The alteration of T cell subsets has been well studied in the field of SSc research. Generally, the balances of Th1/Th2 and Th17/Treg immune responses skew toward Th2 and Th17 predominance [38–41], and Treg function is impaired in the active stage of SSc [42]. In addition, the proportion of Th2-like Tregs is increased in the involved skin of SSc patients [43]. Importantly, these characteristic alterations of CD4+ T cell balance are reproduced in BLM-treated Fli1+/− mice [28], and some of the potential underlying mechanisms have been shown. For instance, Fli1 deficiency induces the expression of IL-33 and galectin-9 in dermal fibroblasts, resulting in the promotion of Th2-like Treg induction and the suppression of Th1 development, respectively [28, 35]. Also, Fli1 deficiency facilitates IL-6 production in dermal fibroblasts, promoting Th17 differentiation together with active TGF-β and IL-1β that are elevated in the skin of BLM-treated Fli1+/− mice [35]. The current study added a new insight into the contribution of Fli1 deficiency to the induction of SSc-like CD4+ T cell balance; namely, the decrease in Treg proportion due to the reduced RALDH1 expression in CD103−CD11b− dermal cDCs. Thus, Fli1 deficiency may serve as a key regulator of skin inflammation, as well as skin fibrosis and vasculopathy, in SSc.

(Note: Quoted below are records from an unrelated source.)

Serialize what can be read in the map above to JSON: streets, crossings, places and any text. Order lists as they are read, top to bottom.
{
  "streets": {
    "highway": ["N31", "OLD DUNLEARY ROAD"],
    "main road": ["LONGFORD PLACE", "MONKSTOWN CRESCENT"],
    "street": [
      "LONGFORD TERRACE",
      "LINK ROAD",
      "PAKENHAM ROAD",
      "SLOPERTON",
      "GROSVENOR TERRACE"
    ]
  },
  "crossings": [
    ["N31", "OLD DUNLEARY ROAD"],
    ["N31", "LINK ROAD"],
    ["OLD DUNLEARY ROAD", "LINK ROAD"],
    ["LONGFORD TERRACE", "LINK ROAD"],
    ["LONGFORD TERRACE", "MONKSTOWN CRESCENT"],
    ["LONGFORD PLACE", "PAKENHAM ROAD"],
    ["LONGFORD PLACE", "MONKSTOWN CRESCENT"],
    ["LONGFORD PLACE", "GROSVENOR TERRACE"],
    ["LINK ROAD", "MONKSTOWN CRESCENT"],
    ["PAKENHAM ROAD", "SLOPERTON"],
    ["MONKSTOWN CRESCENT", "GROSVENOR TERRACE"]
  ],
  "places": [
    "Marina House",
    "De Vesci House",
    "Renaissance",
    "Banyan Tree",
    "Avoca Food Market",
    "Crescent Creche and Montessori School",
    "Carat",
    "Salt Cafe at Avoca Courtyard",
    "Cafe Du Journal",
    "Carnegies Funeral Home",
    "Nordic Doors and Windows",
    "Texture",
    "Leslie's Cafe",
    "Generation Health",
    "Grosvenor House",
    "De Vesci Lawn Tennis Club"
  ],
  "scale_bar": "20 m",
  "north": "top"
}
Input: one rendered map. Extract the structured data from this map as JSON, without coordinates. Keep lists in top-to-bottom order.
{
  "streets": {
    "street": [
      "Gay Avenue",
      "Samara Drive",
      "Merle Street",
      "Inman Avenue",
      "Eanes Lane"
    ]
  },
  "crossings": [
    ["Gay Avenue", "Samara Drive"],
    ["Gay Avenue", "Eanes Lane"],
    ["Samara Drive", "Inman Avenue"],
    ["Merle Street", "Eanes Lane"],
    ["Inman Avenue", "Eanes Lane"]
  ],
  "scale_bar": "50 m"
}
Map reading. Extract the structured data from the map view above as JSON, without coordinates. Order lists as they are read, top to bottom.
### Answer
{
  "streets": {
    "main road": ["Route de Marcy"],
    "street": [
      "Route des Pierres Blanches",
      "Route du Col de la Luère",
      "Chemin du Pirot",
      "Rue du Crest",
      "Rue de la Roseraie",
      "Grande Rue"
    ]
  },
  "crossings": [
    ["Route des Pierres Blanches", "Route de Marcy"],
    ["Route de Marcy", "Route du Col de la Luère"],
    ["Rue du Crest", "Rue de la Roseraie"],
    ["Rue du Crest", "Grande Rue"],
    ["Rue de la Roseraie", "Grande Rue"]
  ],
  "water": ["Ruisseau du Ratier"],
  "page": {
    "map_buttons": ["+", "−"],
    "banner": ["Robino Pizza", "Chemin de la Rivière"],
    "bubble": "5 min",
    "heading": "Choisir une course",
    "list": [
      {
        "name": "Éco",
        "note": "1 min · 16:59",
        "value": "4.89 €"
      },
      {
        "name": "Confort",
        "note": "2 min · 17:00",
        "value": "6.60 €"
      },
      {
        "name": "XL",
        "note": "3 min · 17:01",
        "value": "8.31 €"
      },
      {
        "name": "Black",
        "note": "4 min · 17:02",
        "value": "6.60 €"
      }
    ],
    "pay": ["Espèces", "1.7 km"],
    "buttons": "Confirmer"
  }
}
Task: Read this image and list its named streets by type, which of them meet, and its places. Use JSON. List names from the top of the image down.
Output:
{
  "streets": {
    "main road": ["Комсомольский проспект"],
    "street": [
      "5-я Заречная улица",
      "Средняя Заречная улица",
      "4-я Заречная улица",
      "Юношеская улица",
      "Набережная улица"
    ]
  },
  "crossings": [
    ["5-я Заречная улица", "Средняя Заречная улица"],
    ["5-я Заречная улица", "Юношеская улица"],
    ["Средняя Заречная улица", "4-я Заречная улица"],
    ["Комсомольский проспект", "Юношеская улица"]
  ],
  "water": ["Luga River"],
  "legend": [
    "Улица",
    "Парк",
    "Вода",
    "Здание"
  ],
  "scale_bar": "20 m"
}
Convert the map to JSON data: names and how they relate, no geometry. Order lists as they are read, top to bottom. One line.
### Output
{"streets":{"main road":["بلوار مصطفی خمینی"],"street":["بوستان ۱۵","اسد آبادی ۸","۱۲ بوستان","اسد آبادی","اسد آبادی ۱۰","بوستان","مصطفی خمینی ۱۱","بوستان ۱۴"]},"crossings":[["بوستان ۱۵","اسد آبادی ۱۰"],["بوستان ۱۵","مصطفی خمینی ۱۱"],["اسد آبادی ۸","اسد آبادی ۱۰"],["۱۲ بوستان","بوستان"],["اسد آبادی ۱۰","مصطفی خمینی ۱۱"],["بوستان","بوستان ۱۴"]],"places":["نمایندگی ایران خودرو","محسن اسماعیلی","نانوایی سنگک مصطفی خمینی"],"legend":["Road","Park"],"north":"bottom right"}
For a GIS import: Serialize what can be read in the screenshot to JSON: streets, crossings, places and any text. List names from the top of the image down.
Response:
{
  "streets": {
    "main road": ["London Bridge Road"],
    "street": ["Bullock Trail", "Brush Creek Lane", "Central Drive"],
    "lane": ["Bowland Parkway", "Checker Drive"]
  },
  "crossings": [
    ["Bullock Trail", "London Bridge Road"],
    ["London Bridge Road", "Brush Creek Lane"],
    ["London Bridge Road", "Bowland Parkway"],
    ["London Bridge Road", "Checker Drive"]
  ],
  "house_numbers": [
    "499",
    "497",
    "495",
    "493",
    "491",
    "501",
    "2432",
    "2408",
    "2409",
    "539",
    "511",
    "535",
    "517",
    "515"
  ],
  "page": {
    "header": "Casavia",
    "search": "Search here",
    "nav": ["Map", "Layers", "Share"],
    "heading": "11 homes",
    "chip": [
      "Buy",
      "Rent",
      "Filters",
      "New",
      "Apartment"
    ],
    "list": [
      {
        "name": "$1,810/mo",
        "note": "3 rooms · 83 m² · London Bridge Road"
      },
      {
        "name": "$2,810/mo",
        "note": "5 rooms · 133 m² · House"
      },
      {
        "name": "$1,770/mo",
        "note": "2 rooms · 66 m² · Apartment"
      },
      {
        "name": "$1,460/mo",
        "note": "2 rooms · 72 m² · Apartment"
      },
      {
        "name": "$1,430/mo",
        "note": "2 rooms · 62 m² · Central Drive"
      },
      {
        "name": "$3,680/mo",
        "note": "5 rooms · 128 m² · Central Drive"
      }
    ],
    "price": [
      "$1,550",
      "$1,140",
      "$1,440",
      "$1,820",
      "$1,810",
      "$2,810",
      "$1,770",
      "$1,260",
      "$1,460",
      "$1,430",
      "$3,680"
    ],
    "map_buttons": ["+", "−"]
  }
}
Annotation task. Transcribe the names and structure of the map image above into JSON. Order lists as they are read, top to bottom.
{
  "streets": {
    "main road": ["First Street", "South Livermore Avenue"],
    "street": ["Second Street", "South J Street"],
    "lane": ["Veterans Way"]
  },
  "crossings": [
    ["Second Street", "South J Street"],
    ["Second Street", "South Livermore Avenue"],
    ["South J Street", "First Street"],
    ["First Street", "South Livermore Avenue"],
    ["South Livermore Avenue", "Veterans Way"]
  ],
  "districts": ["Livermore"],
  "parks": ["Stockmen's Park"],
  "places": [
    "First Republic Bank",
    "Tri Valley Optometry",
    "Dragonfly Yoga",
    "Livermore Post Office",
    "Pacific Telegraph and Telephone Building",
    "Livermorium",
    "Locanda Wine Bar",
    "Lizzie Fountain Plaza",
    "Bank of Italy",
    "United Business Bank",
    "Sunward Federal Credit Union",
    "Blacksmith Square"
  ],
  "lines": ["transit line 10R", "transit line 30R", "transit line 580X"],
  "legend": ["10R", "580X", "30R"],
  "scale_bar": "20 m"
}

The current study suggests that administration of retinoic acid is a potential therapeutic strategy to increase the proportion of Tregs in SSc [44]. However, it has been long recognized that overexposure to retinoic acid causes widespread teratogenesis in humans [45]. An alternative therapeutic strategy is to restore Fli1 expression in cDCs, possibly resulting in increased RALDH1 activity of cDCs and subsequent induction of Tregs in the involved skin of SSc patients. From this perspective, it is quite important to identify the mechanism by which Fli1 is downregulated in SSc cDCs. In dermal fibroblasts and dermal microvascular endothelial cells, endothelin-1 stimulation suppresses Fli1 expression and induces SSc-like phenotypes [36, 37, 46]. Importantly, endothelin-1 (ET-1) directly induces the phenotypic maturation of bone marrow-derived DCs that preferentially prime T cells to produce Th17 cytokines [47]. Given that RALDH1-producing cDCs skew Th17/Treg balance toward Treg predominance [9, 44], ET-1 may be a possible factor suppressing RALDH1 production in cDCs, in which ET-1-dependent Fli1 suppression may be involved. Since bosentan, a dual antagonist of endothelin receptors, reverses SSc-like phenotypes of dermal microvascular endothelial cells by increasing Fli1 expression and improves SSc vascular features at the molecular and morphological levels [30, 36, 37, 48–50], this reagent may modulate skin immunity of SSc patients. Further studies are required to clarify this point.